Microstructure and toughness of heat-affected zone in girth welding of X80 steel pipe with different Nb content

In order to study the effect of Nb content on the microstructure and properties of heat affected zone (HAZ), the 0.055%Nb and 0.075%Nb content X80 steel pipes were girth welded by Gas metal arc welding (GMAW) and shielded metal arc welding (SMAW). Charpy impact test and metallographic analysis were used to study the impact toughness and microstructure differences in the HAZ. The effects of the microstructure of X80 pipe body with different Nb content on the properties of the heat-affected zone were analyzed by scanning electron microscope and confocal laser microscope with high temperature. The results show that at 0 ℃ and −20 ℃, 0.075%Nb and 0.055%Nb X80 steel pipes have high impact toughness in the HAZ of GMAW girth welded joints, and their average impact absorbed energy are higher than 150J. However, the Charpy impact absorbed energy in the HAZ of GMAW girth welded joint of X80 steel pipe with 0.055% Nb is higher than that of X80 steel pipe with 0.075%Nb.

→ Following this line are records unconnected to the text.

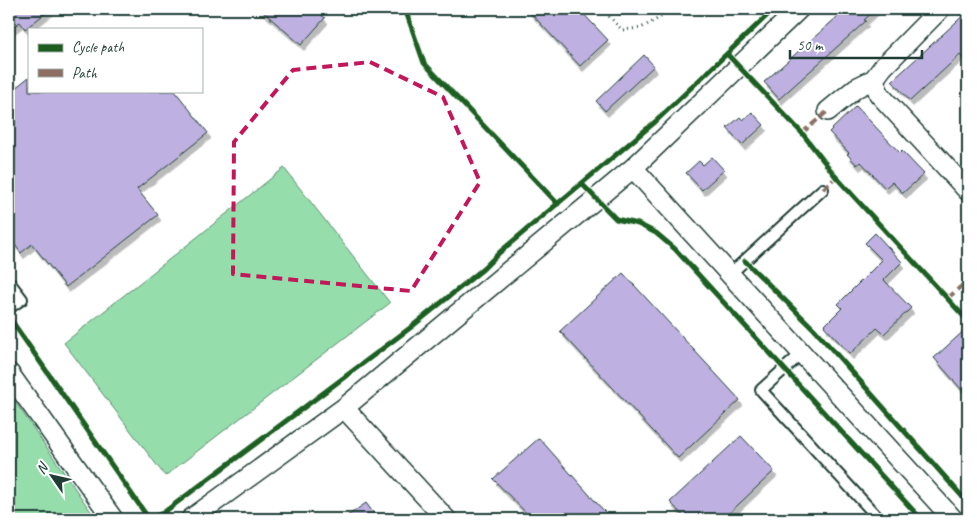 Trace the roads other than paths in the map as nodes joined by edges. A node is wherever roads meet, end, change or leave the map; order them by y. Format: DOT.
graph roads {
  1 [pos="799,9"];
  2 [pos="940,9"];
  3 [pos="874,79"];
  4 [pos="828,111"];
  5 [pos="633,168"];
  6 [pos="823,189"];
  7 [pos="968,191"];
  8 [pos="729,275"];
  9 [pos="9,282"];
  10 [pos="9,308"];
  11 [pos="801,354"];
  12 [pos="9,373"];
  13 [pos="344,408"];
  14 [pos="112,519"];
  15 [pos="191,519"];
  16 [pos="446,519"];
  17 [pos="879,519"];
  18 [pos="953,519"];
  1 -- 5 [label="street"];
  2 -- 3 [label="street"];
  3 -- 4 [label="street"];
  3 -- 7 [label="street"];
  5 -- 8 [label="street"];
  5 -- 13 [label="street"];
  6 -- 8 [label="lane"];
  8 -- 11 [label="street"];
  9 -- 10 [label="lane"];
  11 -- 17 [label="lane"];
  11 -- 18 [label="street"];
  12 -- 14 [label="street"];
  13 -- 15 [label="street"];
  13 -- 16 [label="street"];
} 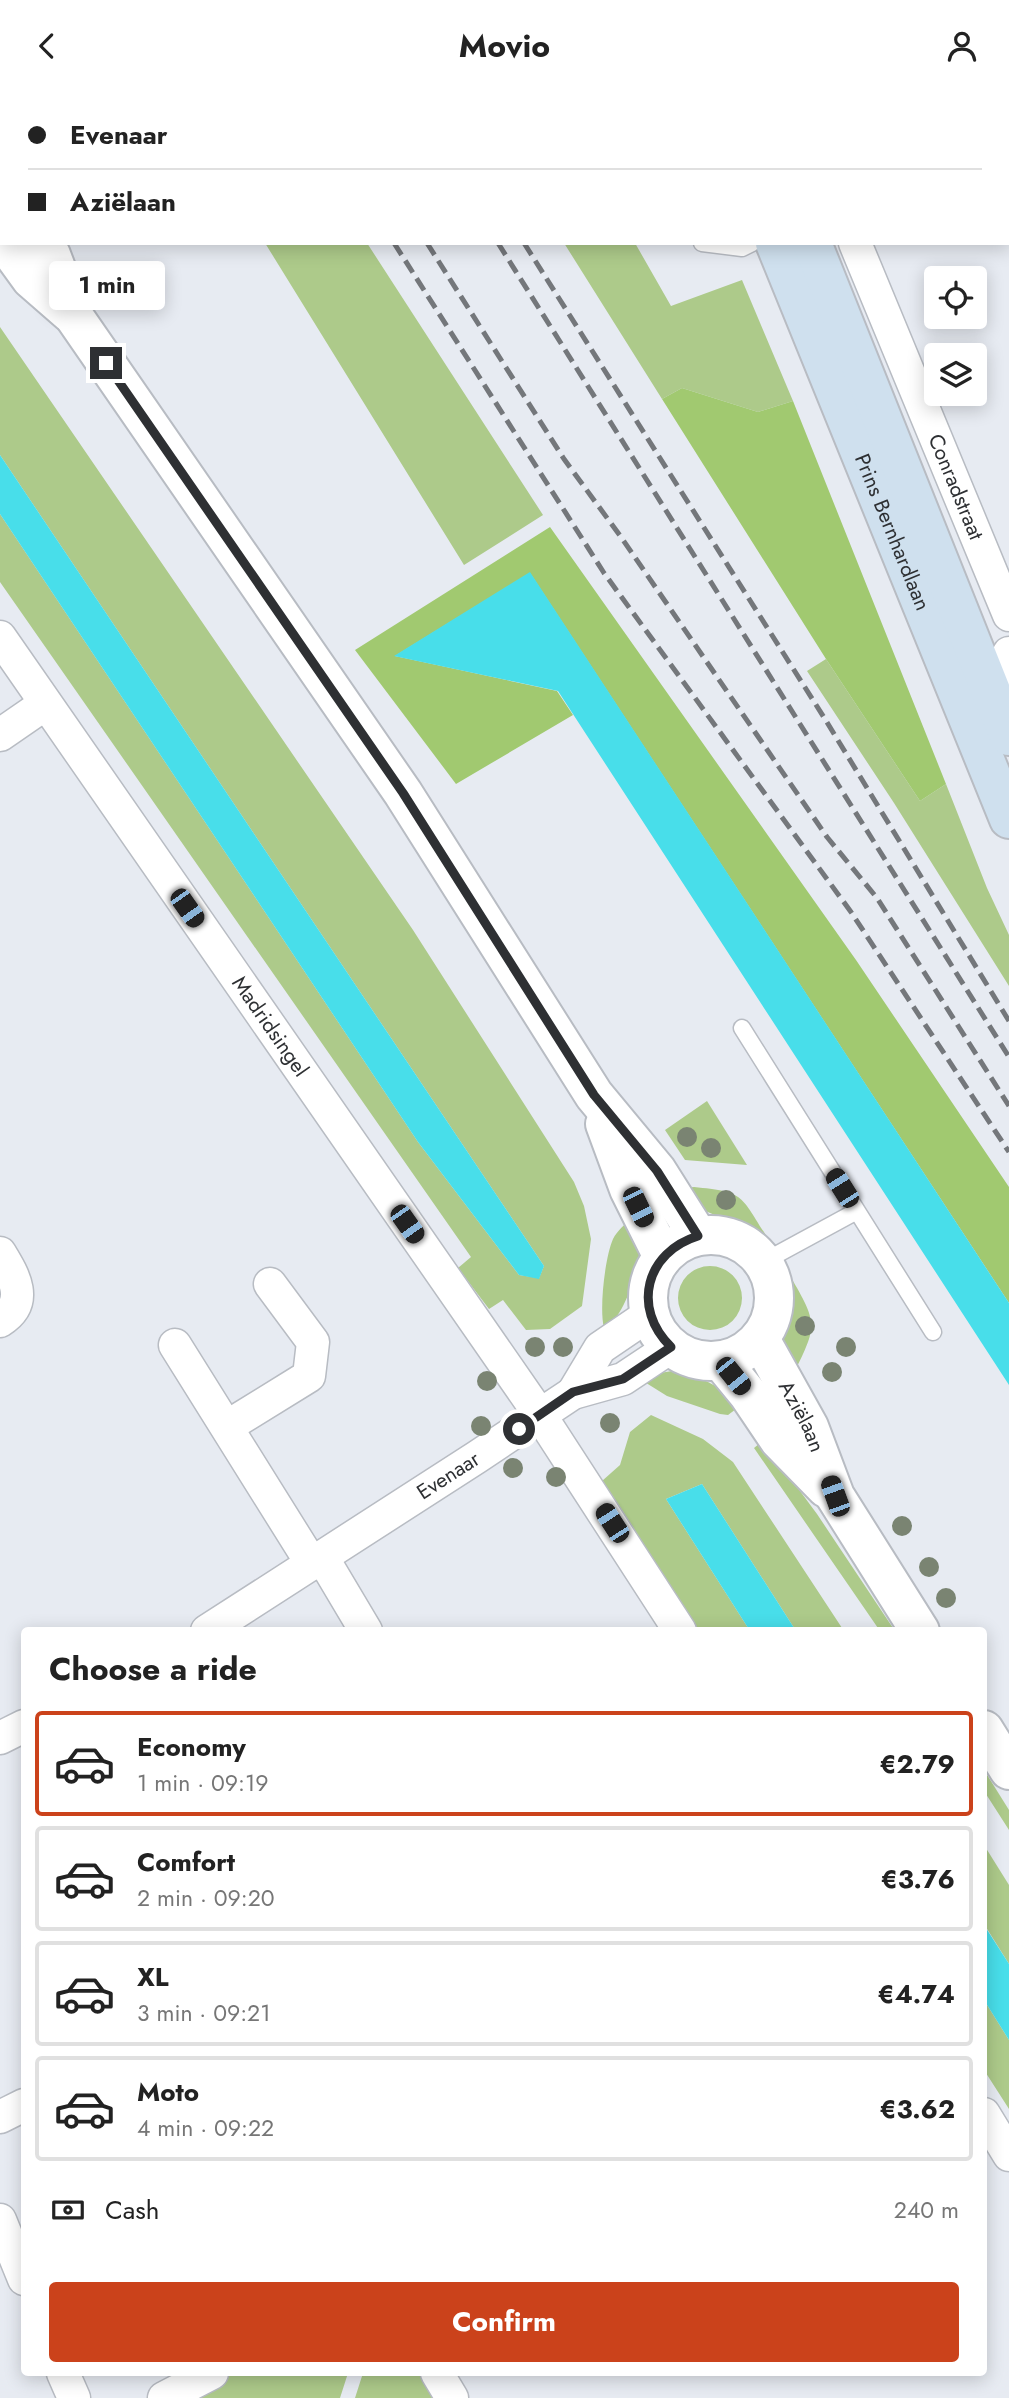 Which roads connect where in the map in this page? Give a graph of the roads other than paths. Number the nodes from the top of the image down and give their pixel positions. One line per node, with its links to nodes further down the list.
1 (6, 245): 8 (street)
2 (44, 245): 8 (street)
3 (718, 245): 4 (lane)
4 (747, 245)
5 (776, 245): 12 (main road, Prins Bernhardlaan)
6 (813, 245): 12 (main road, Prins Bernhardlaan)
7 (856, 245): 9 (street, Conradstraat)
8 (75, 318): 18 (street)
9 (1009, 615)
10 (0, 637): 13 (street, Madridsingel)
11 (1009, 653): 12 (street)
12 (975, 695): 15 (main road, Prins Bernhardlaan); 16 (main road, Prins Bernhardlaan)
13 (45, 704): 14 (street); 33 (street, Madridsingel)
14 (0, 735)
15 (1009, 736)
16 (1009, 820)
17 (742, 1028): 19 (lane)
18 (594, 1095): 20 (street); 22 (street)
19 (856, 1211): 23 (lane); 27 (lane)
20 (698, 1236): 22 (street); 23 (street)
21 (0, 1253): 26 (street)
22 (663, 1257): 25 (street)
23 (763, 1262): 28 (street)
24 (270, 1284): 34 (street)
25 (650, 1314): 30 (street); 32 (street, Evenaar)
26 (0, 1321)
27 (933, 1332)
28 (760, 1339): 31 (street); 35 (street, Aziëlaan)
29 (175, 1345): 34 (street)
30 (671, 1347): 31 (street); 32 (street, Evenaar)
31 (721, 1361): 35 (street, Aziëlaan)
32 (573, 1392): 33 (street, Evenaar)
33 (540, 1415): 36 (street, Evenaar); 39 (street, Madridsingel)
34 (228, 1426): 36 (street)
35 (835, 1496): 40 (street, Aziëlaan)
36 (317, 1560): 37 (street, Evenaar); 38 (street)
37 (213, 1627)
38 (363, 1627)
39 (677, 1627)
40 (917, 1627)
41 (21, 1728): 43 (street)
42 (987, 1735): 44 (street)
43 (0, 1738)
44 (1009, 1770)
45 (21, 2106): 46 (street)
46 (0, 2117)
47 (0, 2220): 48 (street)
48 (21, 2272)
49 (64, 2376): 52 (street)
50 (206, 2376): 53 (street)
51 (439, 2376): 54 (street)
52 (74, 2398)
53 (164, 2398)
54 (452, 2398) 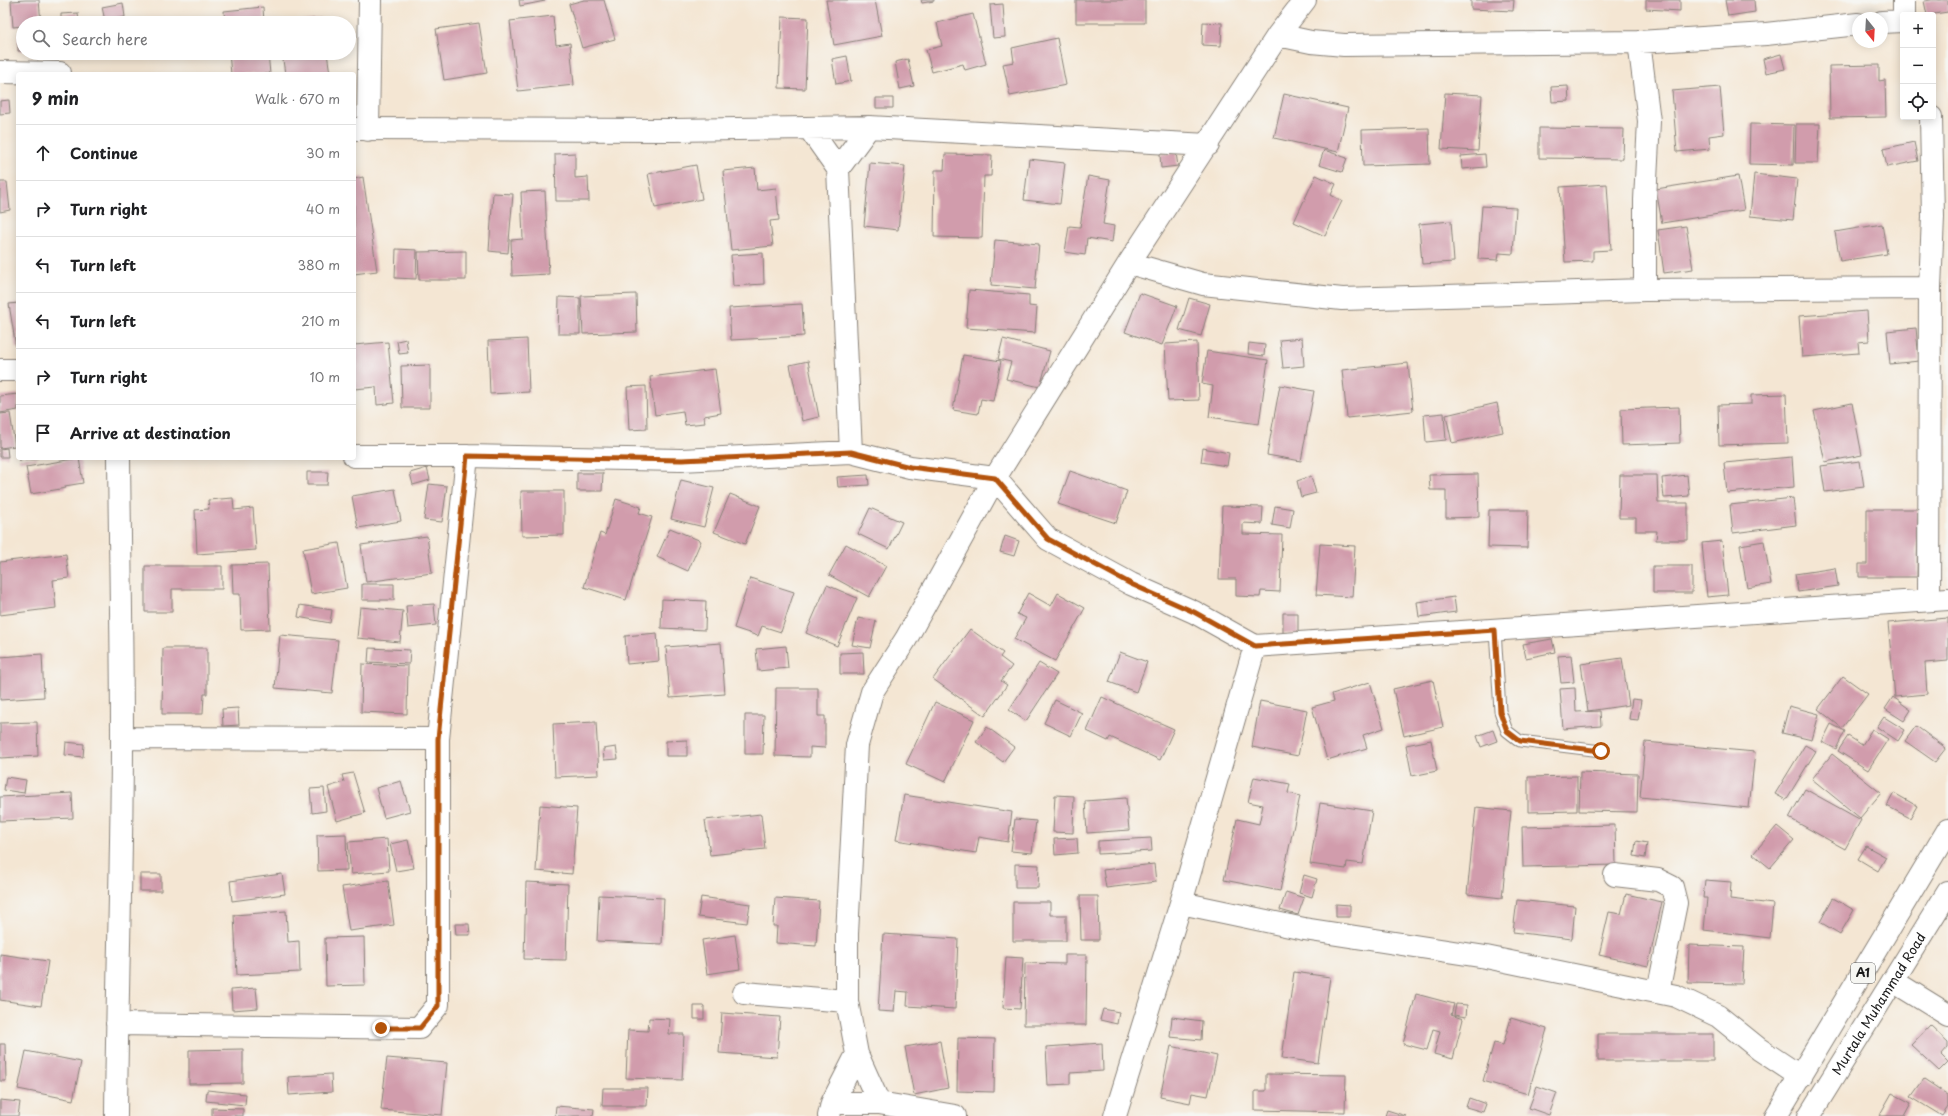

When GMAW is used, the ductile-brittle transition temperature (DBTT) of X80 girth welded joint with 0.055%Nb is lower than that of X80 with 0.075%Nb because of the low welding heat input. When SMAW is used, due to higher heat input, the coarse grain heat affected zone (CGHAZ) of X80 girth welding joint with 0.075%Nb has higher impact absorbed energy on the upper-shelf and lower temperature of upper-shelf zone and DBTT, and its low temperature toughness is better. It is also discussed that the impact toughness of the HAZ of X80 girth welded joint is not only related to the heat input and the shape, size and distribution of M-A, but also genetically influenced by the content of Nb in the pipe body and the original strength, toughness and microstructure state.